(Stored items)
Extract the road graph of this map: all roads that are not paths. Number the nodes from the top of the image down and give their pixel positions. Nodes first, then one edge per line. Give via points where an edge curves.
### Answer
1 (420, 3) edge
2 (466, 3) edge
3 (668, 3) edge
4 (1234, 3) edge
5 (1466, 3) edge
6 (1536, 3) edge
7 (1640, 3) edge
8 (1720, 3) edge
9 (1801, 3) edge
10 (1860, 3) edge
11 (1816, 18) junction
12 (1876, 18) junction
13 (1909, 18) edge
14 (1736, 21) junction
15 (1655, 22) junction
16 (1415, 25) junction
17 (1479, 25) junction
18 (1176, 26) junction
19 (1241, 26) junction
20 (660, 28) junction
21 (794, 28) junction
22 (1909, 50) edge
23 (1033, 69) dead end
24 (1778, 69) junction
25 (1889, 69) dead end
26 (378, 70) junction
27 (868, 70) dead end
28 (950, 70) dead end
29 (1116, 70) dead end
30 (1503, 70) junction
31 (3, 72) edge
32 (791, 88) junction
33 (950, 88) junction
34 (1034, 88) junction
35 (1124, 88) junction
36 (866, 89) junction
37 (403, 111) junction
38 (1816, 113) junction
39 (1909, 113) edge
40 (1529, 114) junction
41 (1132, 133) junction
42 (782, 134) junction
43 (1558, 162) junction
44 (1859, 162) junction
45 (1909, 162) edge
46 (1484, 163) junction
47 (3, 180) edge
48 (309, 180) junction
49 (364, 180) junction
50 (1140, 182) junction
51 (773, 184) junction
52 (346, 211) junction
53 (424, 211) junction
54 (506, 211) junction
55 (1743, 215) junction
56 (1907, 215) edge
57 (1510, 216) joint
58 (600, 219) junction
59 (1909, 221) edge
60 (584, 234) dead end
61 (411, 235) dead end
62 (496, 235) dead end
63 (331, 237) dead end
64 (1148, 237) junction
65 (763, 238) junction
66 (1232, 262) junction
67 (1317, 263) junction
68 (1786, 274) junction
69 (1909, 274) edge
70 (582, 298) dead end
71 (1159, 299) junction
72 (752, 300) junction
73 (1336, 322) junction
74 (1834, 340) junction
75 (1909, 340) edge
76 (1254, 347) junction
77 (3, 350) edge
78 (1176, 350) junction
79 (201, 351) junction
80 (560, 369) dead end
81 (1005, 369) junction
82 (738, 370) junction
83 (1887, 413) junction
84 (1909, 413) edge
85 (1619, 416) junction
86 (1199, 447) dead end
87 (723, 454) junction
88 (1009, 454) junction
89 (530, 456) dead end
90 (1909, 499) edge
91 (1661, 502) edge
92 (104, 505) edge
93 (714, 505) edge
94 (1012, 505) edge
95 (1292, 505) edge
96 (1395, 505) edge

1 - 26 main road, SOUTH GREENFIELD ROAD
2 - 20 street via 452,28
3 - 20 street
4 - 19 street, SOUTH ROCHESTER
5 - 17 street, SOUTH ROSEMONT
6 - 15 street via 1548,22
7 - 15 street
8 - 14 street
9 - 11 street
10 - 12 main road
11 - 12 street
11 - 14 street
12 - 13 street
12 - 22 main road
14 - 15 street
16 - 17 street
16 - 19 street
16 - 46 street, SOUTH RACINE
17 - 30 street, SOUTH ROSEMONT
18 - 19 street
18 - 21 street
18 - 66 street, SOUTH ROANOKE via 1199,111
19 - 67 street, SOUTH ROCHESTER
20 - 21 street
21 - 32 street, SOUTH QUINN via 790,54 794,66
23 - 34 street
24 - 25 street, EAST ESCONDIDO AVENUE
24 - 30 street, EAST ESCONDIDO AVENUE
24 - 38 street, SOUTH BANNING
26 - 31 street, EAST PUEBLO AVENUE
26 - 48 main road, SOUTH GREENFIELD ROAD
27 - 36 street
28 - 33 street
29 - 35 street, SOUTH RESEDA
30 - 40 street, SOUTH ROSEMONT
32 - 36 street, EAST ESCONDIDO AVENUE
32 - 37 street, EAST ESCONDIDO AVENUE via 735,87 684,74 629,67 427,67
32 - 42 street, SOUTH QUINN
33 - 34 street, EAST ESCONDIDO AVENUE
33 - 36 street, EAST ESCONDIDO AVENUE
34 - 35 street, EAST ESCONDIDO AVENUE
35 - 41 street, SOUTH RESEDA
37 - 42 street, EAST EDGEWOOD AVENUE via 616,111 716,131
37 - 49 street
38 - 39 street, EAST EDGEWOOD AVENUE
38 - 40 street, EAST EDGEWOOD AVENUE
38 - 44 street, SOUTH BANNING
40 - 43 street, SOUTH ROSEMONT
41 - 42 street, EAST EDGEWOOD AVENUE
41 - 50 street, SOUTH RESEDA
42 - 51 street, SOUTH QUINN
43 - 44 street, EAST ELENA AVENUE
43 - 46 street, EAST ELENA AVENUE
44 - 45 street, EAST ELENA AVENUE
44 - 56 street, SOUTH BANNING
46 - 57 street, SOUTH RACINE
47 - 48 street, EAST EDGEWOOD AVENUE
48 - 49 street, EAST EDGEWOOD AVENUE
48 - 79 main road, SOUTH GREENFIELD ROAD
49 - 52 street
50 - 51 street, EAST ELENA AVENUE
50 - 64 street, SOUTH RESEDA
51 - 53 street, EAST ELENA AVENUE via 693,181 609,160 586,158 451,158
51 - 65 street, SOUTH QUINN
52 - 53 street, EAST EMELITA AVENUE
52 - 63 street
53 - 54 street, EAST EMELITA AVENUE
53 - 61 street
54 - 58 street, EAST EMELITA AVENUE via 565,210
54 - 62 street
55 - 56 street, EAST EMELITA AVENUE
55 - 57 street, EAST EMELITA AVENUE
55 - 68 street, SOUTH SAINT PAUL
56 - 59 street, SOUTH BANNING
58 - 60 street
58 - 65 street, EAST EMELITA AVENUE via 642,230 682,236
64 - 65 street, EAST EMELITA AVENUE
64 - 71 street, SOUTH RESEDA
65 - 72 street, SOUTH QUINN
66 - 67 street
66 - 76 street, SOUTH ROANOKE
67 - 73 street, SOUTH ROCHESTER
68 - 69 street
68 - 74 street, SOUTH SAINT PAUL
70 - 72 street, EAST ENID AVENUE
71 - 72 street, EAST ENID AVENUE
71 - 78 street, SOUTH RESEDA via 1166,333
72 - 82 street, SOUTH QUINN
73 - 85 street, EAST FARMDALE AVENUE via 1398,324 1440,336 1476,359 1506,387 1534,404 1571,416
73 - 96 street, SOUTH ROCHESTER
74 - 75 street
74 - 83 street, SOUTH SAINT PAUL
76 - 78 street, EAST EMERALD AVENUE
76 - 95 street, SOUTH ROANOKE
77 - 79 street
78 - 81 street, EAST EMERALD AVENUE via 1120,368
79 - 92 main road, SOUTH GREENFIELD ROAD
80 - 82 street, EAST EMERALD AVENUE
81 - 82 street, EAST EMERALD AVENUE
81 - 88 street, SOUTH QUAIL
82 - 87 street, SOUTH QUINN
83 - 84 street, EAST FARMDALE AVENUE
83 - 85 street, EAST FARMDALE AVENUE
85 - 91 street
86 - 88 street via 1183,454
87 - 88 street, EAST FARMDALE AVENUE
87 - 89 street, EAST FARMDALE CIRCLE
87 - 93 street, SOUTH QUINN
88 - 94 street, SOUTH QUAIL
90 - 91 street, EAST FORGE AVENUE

**Activity**
List each line of the entries that holds the string "ROANOKE".

**Response**
18 - 66 street, SOUTH ROANOKE via 1199,111
66 - 76 street, SOUTH ROANOKE
76 - 95 street, SOUTH ROANOKE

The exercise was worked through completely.